**** Source data ****

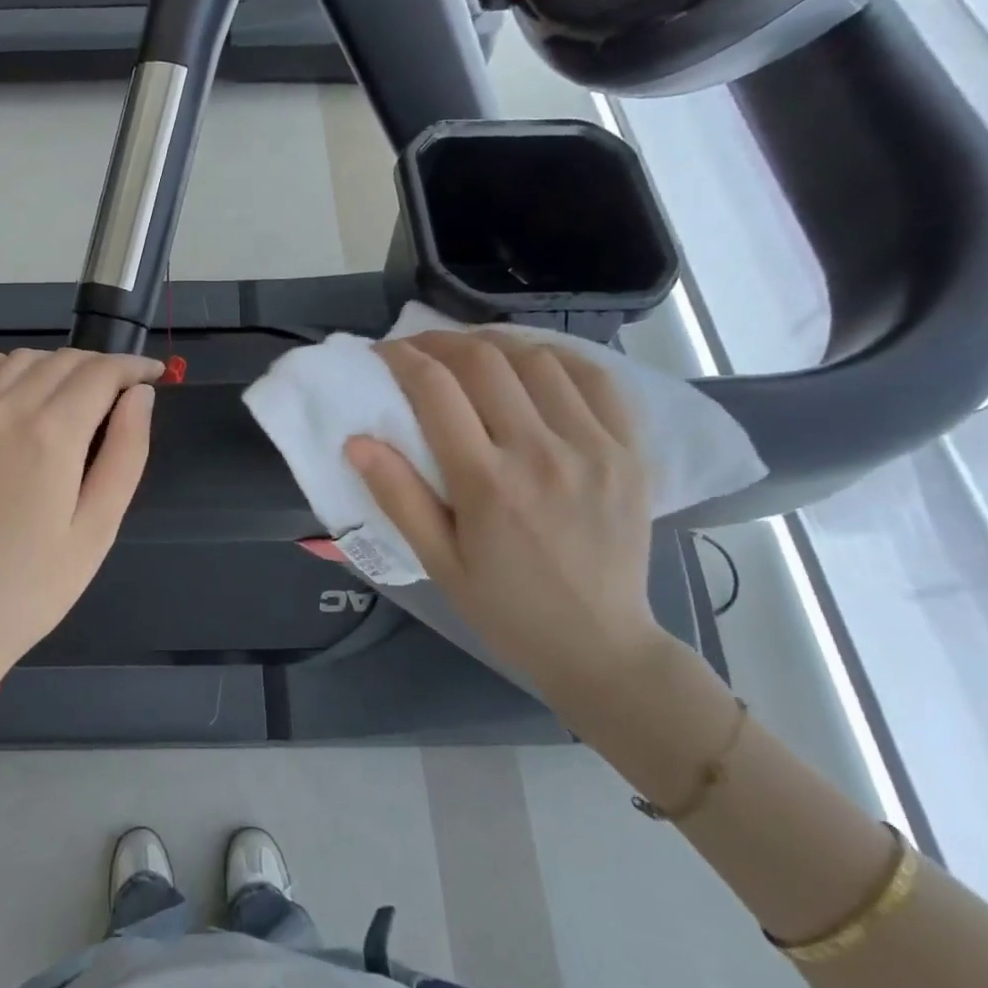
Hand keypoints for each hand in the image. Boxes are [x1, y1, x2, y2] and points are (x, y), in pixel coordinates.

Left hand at [0, 348, 160, 682]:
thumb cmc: (32, 590)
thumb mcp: (97, 530)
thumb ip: (126, 454)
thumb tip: (141, 397)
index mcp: (52, 435)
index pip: (102, 373)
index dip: (135, 368)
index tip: (154, 377)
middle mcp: (5, 410)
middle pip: (64, 362)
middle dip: (102, 368)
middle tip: (122, 397)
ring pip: (19, 361)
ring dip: (56, 366)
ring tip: (74, 397)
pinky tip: (8, 379)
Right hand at [346, 331, 664, 702]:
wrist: (600, 645)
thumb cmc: (505, 608)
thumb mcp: (438, 562)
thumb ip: (398, 497)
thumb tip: (356, 441)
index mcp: (487, 484)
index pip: (436, 391)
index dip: (402, 359)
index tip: (383, 353)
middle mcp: (542, 453)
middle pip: (485, 362)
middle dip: (441, 342)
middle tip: (420, 349)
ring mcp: (595, 447)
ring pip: (539, 360)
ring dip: (495, 344)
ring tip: (470, 353)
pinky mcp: (631, 451)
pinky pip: (596, 379)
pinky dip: (557, 359)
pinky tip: (534, 365)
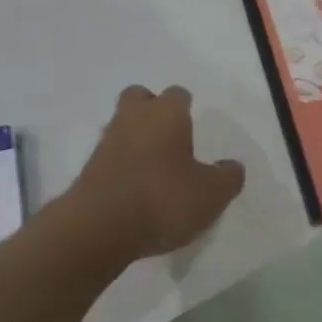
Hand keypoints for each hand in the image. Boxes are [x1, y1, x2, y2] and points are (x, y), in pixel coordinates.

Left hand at [61, 85, 245, 261]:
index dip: (186, 107)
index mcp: (165, 113)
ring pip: (122, 125)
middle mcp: (133, 118)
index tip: (194, 124)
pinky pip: (111, 155)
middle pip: (139, 98)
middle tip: (169, 136)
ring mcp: (106, 142)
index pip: (177, 94)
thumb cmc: (163, 199)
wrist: (99, 227)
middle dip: (152, 110)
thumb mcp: (211, 194)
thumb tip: (232, 166)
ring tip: (155, 167)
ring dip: (135, 138)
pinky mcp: (89, 168)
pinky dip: (122, 164)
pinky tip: (135, 188)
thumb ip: (227, 177)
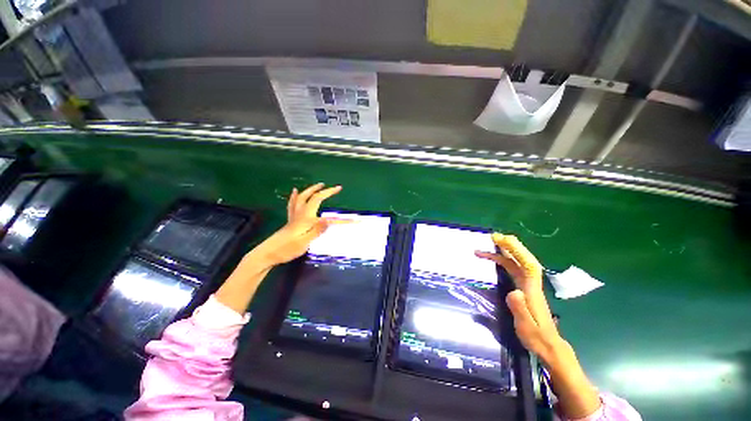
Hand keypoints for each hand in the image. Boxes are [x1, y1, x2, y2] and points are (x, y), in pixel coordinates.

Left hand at [253, 183, 343, 266]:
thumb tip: (327, 219)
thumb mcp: (304, 243)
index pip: (328, 215)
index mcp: (306, 219)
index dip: (342, 217)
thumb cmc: (287, 250)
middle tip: (336, 188)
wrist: (267, 253)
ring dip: (312, 189)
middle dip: (326, 191)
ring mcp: (294, 215)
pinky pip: (293, 203)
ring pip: (303, 197)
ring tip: (320, 184)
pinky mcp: (290, 219)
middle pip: (314, 198)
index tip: (354, 217)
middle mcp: (301, 213)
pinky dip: (295, 195)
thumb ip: (316, 230)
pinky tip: (294, 191)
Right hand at [475, 233, 559, 359]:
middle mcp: (531, 284)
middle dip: (510, 246)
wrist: (549, 346)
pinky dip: (504, 261)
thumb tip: (513, 291)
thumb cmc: (537, 338)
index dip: (517, 250)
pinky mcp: (524, 288)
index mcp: (532, 290)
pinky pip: (514, 269)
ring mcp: (528, 285)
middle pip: (523, 259)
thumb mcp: (526, 327)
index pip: (528, 265)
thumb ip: (520, 309)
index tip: (503, 240)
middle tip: (493, 237)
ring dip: (505, 252)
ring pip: (517, 263)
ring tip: (489, 245)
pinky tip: (496, 259)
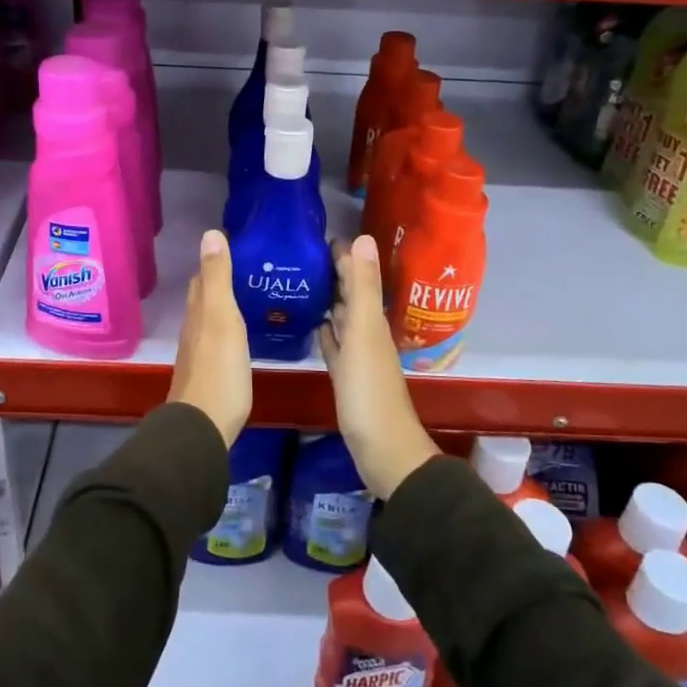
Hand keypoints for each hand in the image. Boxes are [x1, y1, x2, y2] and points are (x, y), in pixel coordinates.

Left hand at [169, 230, 251, 445]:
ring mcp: (200, 352)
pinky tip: (244, 332)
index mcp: (199, 311)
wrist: (203, 425)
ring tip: (253, 295)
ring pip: (211, 318)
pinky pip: (219, 339)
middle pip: (204, 296)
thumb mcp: (222, 317)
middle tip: (250, 268)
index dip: (215, 260)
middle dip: (220, 280)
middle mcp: (195, 328)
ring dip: (226, 304)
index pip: (202, 277)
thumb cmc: (219, 369)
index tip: (238, 246)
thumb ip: (217, 278)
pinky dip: (229, 327)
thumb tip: (210, 234)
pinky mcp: (210, 372)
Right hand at [319, 235, 436, 498]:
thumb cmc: (369, 390)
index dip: (343, 256)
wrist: (382, 450)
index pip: (357, 277)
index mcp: (371, 319)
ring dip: (329, 301)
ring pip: (343, 319)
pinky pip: (336, 346)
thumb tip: (364, 237)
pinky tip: (316, 326)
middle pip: (350, 295)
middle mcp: (367, 333)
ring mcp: (357, 356)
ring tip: (305, 283)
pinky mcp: (347, 377)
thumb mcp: (364, 332)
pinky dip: (327, 333)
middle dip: (334, 274)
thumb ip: (364, 287)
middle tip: (304, 255)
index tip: (318, 236)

****

= Work item =
Nothing but a number, please, for how many lines of the data hold "Left".

= Solution to this exercise =
4